More fun here: https://thecharnelhouse.org/2015/07/03/no-zizek-did-not-attribute-a-goebbels-quote-to-gramsci/

PBH

Paul B. Hartzog Fri 9 Dec 2016 4:53PM

Lol. This is the formulation of the Žižek/Gramsci that I am most familiar with:

“The crisis consists precisely in the fact that the old is dying and the new cannot be born, in this interregnum a great variety of morbid symptoms appear.”

SG

Simon Grant Fri 9 Dec 2016 4:58PM

How disappointing that people can argue like that about trifles. However, I do prefer the original quote, as given on the cited wikiquote page:

La crisi consiste appunto nel fatto che il vecchio muore e il nuovo non può nascere: in questo interregno si verificano i fenomeni morbosi piú svariati.

which is translated, perfectly reasonably to my eye, as

The crisis consists precisely in the fact that the old is dying and the new cannot be born; in this interregnum a great variety of morbid symptoms appear.

I prefer it because, in talking about "morbid phenomena" rather than "monsters" it is less prone to having fingers pointing at people taken as this or that "monster". (Actually I do prefer "phenomena", because "morbid symptoms" is too tied to medicine.)

I'm feeding this thread because I do think that the related issues matter, whether you call them "etiquette", "good manners", or something more like "positive commons culture". Not to judge or blame, but to educate and guide people into what we find helpful and constructive.

PBH

Paul B. Hartzog Fri 9 Dec 2016 5:15PM

Oh absolutely I prefer the quote I posted too.

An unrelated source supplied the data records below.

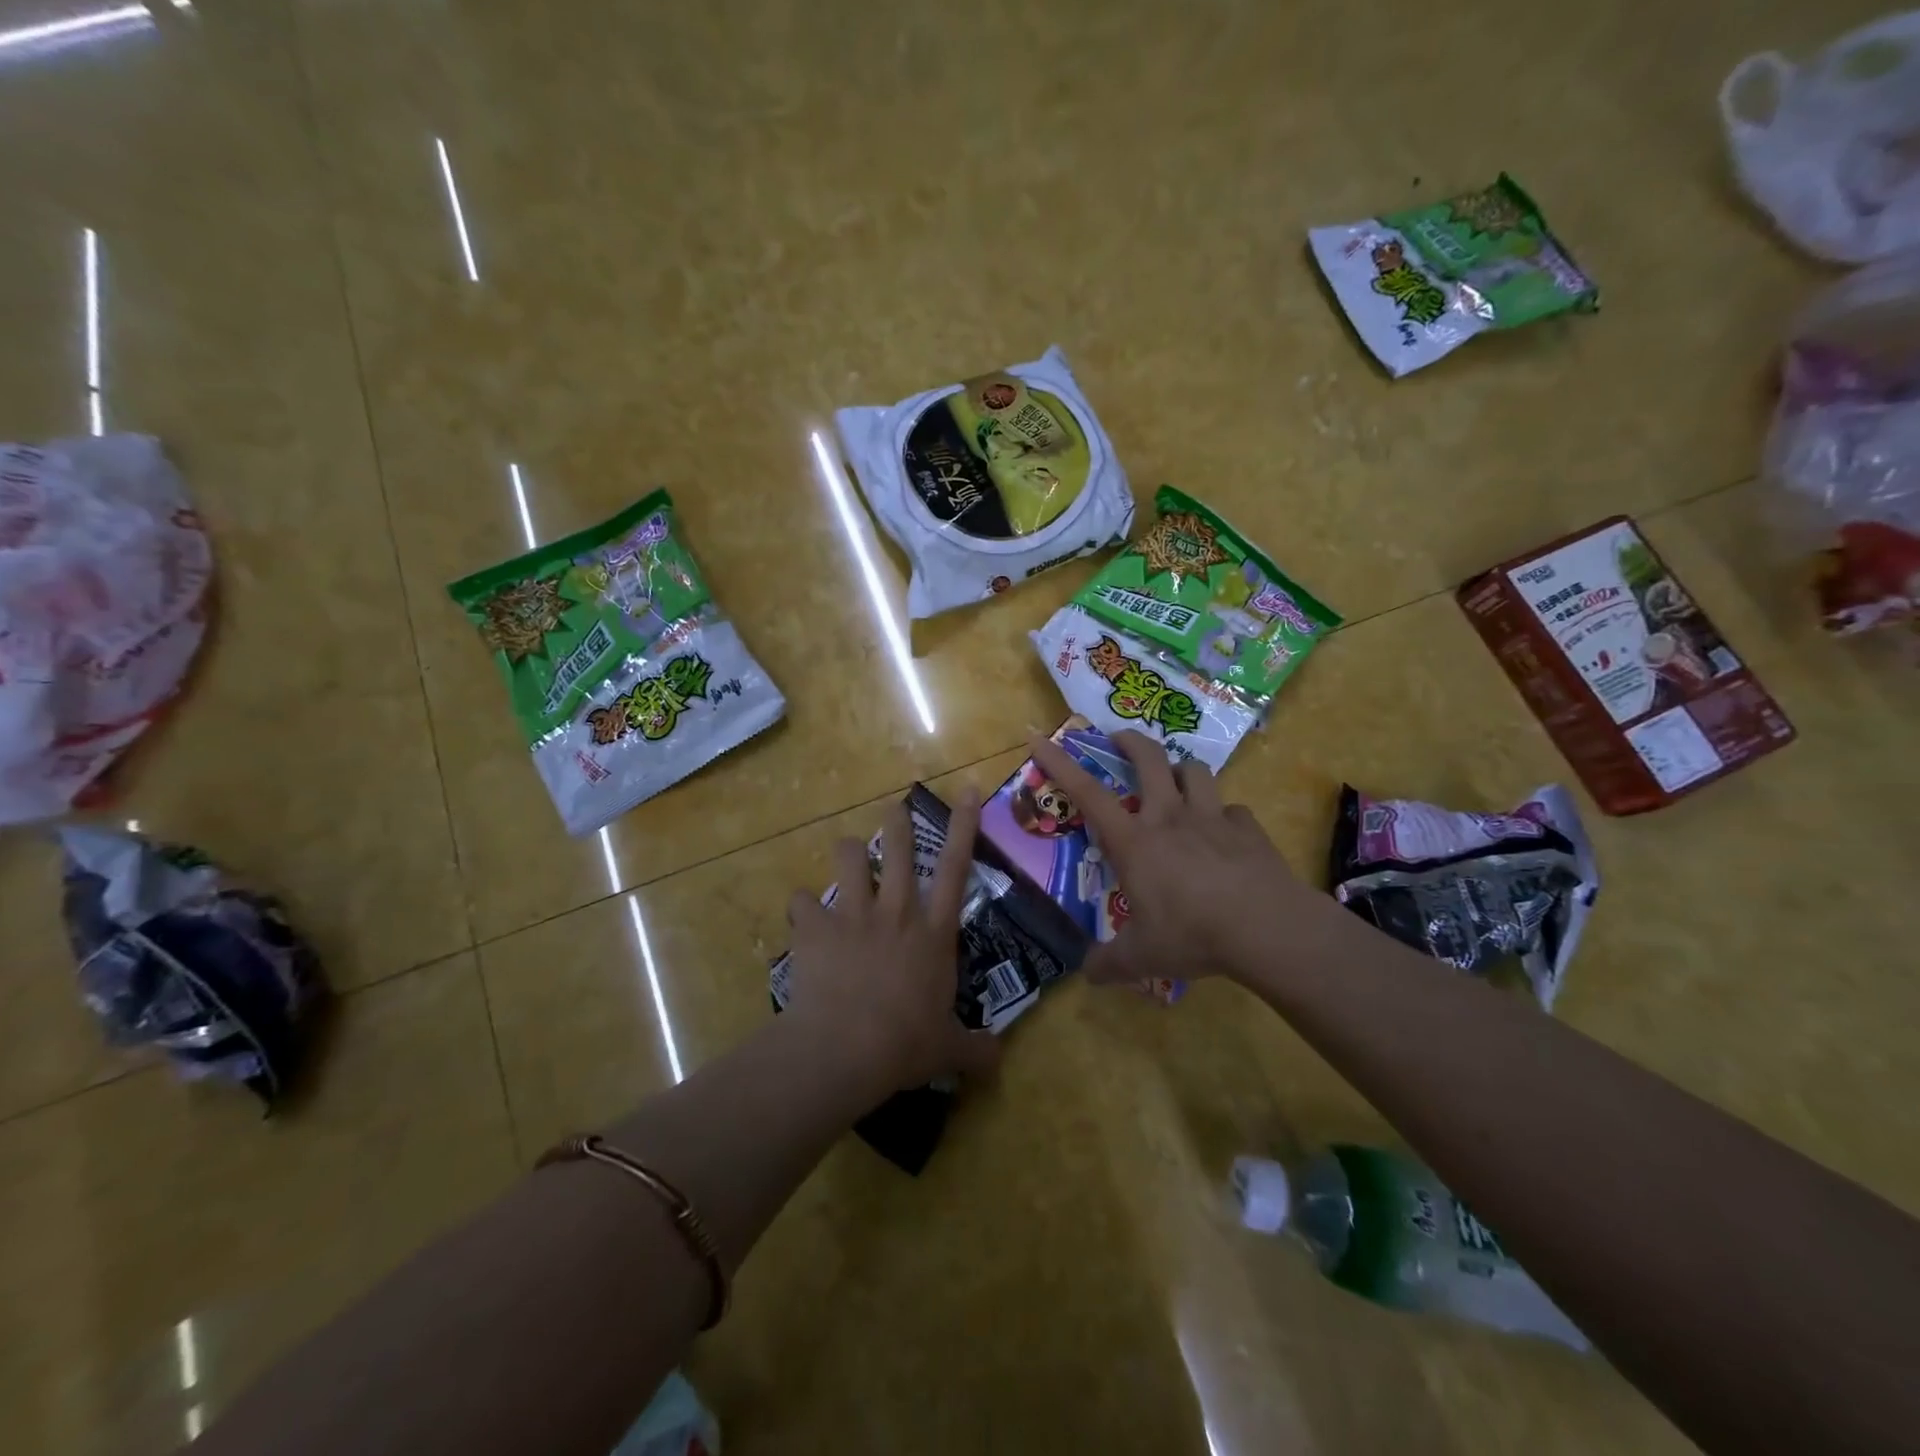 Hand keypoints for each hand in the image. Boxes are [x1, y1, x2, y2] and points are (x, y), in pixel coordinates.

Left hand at [783, 790, 1000, 1091]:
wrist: (844, 1049)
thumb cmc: (905, 1044)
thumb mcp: (948, 1050)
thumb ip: (976, 1049)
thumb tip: (998, 1060)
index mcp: (934, 933)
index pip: (957, 868)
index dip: (964, 826)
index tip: (968, 790)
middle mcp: (897, 912)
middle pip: (900, 848)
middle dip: (897, 822)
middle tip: (894, 810)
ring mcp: (854, 914)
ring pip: (849, 857)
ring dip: (849, 853)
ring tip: (848, 858)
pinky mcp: (815, 927)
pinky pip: (801, 902)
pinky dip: (801, 909)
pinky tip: (801, 919)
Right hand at [1026, 730, 1336, 987]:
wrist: (1266, 927)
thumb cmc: (1192, 934)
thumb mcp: (1140, 957)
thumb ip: (1108, 963)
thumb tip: (1086, 974)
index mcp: (1134, 841)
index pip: (1086, 792)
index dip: (1059, 762)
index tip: (1039, 737)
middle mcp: (1169, 817)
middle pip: (1148, 758)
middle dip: (1129, 741)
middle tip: (1118, 740)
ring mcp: (1211, 817)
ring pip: (1194, 771)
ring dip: (1180, 771)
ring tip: (1176, 783)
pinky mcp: (1248, 828)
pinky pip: (1232, 809)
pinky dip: (1224, 816)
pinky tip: (1225, 834) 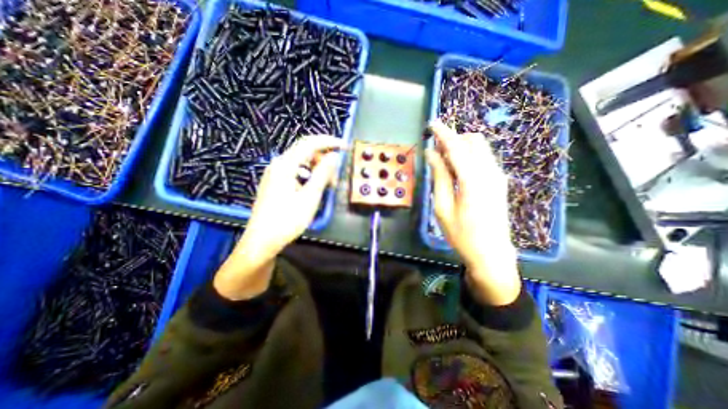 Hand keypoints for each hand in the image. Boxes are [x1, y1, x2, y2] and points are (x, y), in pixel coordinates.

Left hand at [213, 136, 344, 298]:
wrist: (262, 241)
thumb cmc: (287, 220)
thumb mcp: (310, 197)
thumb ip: (323, 174)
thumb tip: (334, 156)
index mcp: (285, 165)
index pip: (310, 143)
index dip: (329, 142)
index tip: (345, 147)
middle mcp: (279, 164)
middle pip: (305, 151)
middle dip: (324, 159)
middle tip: (336, 176)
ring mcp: (276, 174)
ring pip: (302, 163)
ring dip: (318, 169)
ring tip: (328, 186)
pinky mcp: (276, 183)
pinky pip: (297, 172)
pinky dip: (309, 176)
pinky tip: (314, 189)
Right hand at [424, 119, 520, 304]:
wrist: (491, 253)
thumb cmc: (461, 234)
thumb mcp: (443, 207)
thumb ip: (439, 177)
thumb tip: (432, 154)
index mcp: (473, 180)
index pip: (457, 147)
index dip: (444, 134)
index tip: (432, 124)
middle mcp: (489, 172)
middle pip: (473, 141)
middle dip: (453, 138)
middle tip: (435, 148)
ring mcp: (497, 176)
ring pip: (480, 148)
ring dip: (461, 146)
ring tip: (443, 158)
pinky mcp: (499, 181)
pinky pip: (484, 158)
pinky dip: (469, 155)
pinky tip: (457, 167) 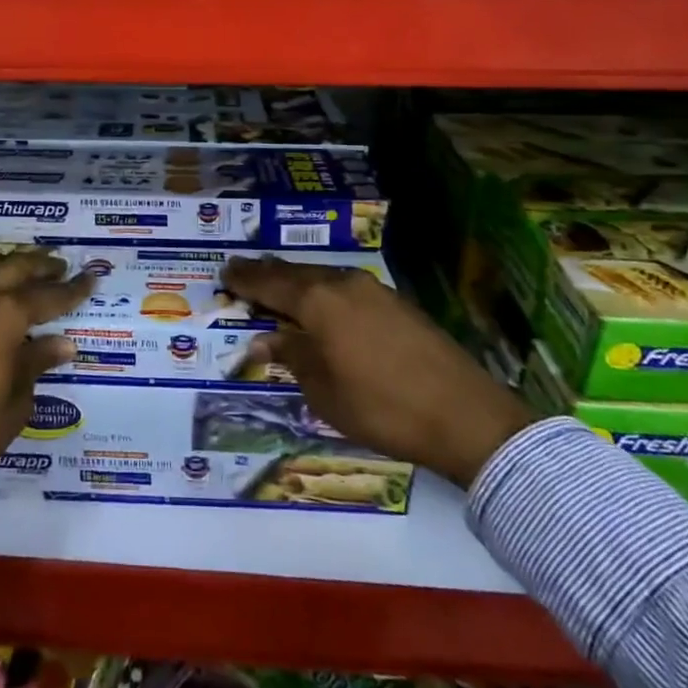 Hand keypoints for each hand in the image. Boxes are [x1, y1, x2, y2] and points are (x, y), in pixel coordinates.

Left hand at [0, 248, 91, 493]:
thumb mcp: (14, 403)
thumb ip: (36, 363)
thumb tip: (62, 343)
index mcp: (5, 317)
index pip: (49, 295)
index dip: (73, 289)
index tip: (90, 278)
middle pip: (15, 267)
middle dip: (42, 266)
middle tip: (59, 267)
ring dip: (4, 262)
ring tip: (18, 270)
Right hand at [225, 256, 536, 488]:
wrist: (464, 414)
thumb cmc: (381, 407)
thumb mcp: (323, 391)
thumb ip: (292, 356)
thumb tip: (265, 337)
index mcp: (317, 302)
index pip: (268, 283)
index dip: (243, 279)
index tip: (223, 273)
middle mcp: (342, 284)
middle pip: (295, 273)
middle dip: (267, 275)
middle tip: (244, 275)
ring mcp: (373, 289)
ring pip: (322, 277)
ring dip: (297, 283)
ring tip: (279, 288)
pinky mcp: (396, 303)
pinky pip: (345, 287)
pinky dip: (323, 292)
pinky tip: (322, 306)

For starters, morbidity is a systemic condition, not a "monster" that you can blame. "Symptoms" implies that what you see is not the cause or even the condition itself, but only the manifestations of the invisible cause. It therefore demands that you seek out the root cause in order to deal with that directly.

Moreover, the fact that "the new cannot be born" creates the "interregnum." This claim implies that there must be a reason that the new cannot be born, i.e. something that is actively interrupting what would otherwise be a natural process.